- **Exercise objective**: Gather each line containing the string "nodes" from these entries.

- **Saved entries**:

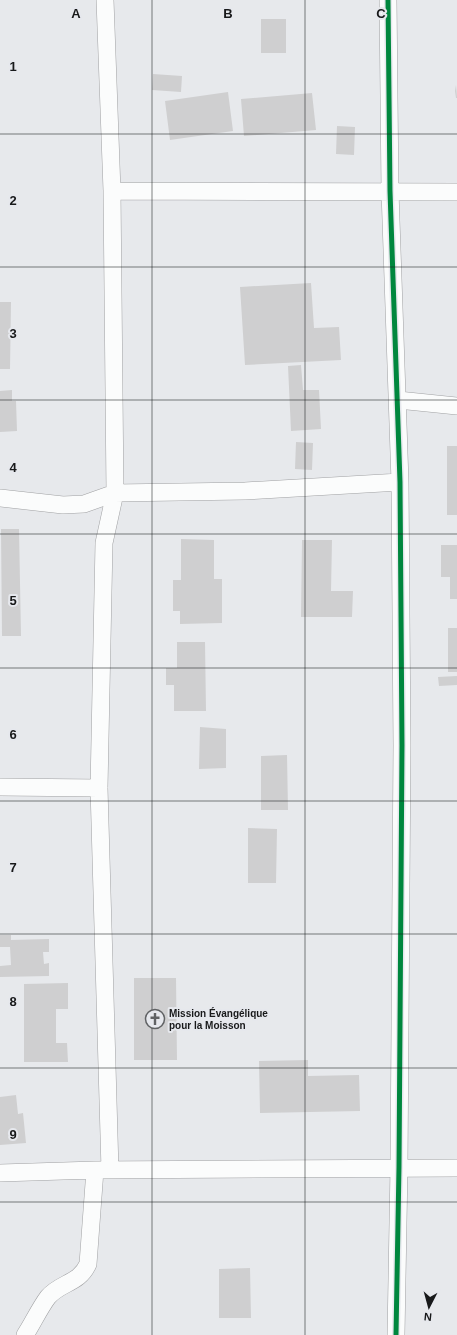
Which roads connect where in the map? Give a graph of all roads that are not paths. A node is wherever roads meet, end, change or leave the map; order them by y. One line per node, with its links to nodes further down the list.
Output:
1 (105, 0): 3 (street)
2 (388, 0): 4 (street)
3 (112, 191): 4 (street); 9 (street)
4 (390, 191): 5 (street); 6 (street)
5 (457, 192)
6 (398, 400): 7 (street); 8 (street)
7 (457, 406)
8 (400, 482): 9 (street); 13 (street)
9 (115, 493): 10 (street); 12 (street)
10 (0, 498)
11 (0, 787): 12 (street)
12 (99, 788): 15 (street)
13 (399, 1168): 14 (street); 15 (street); 18 (street)
14 (457, 1168)
15 (103, 1170): 16 (street); 17 (street)
16 (0, 1173)
17 (25, 1335)
18 (396, 1335)

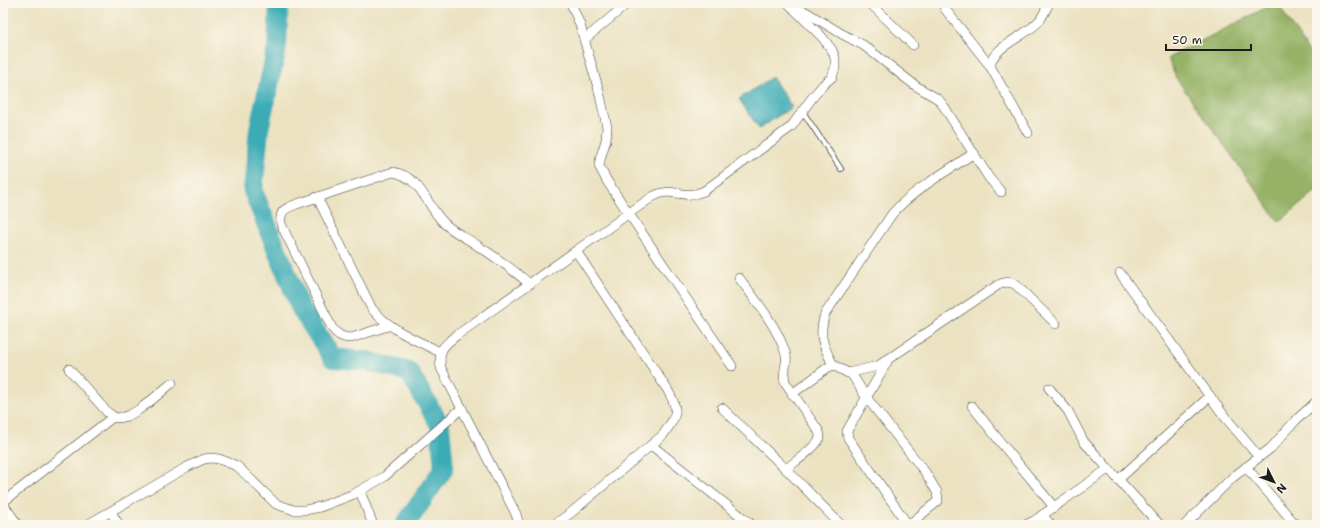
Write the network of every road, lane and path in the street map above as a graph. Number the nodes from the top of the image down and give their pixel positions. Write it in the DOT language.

- **Answer for the task**:
Which roads connect where in the map? Give a graph of all roads that are not paths. A node is wherever roads meet, end, change or leave the map; order them by y. One line per node, with its links to nodes further down the list.
Write the network of every road, lane and path in the street map above as a graph. Number the nodes from the top of the image down and give their pixel positions. Write it in the DOT language.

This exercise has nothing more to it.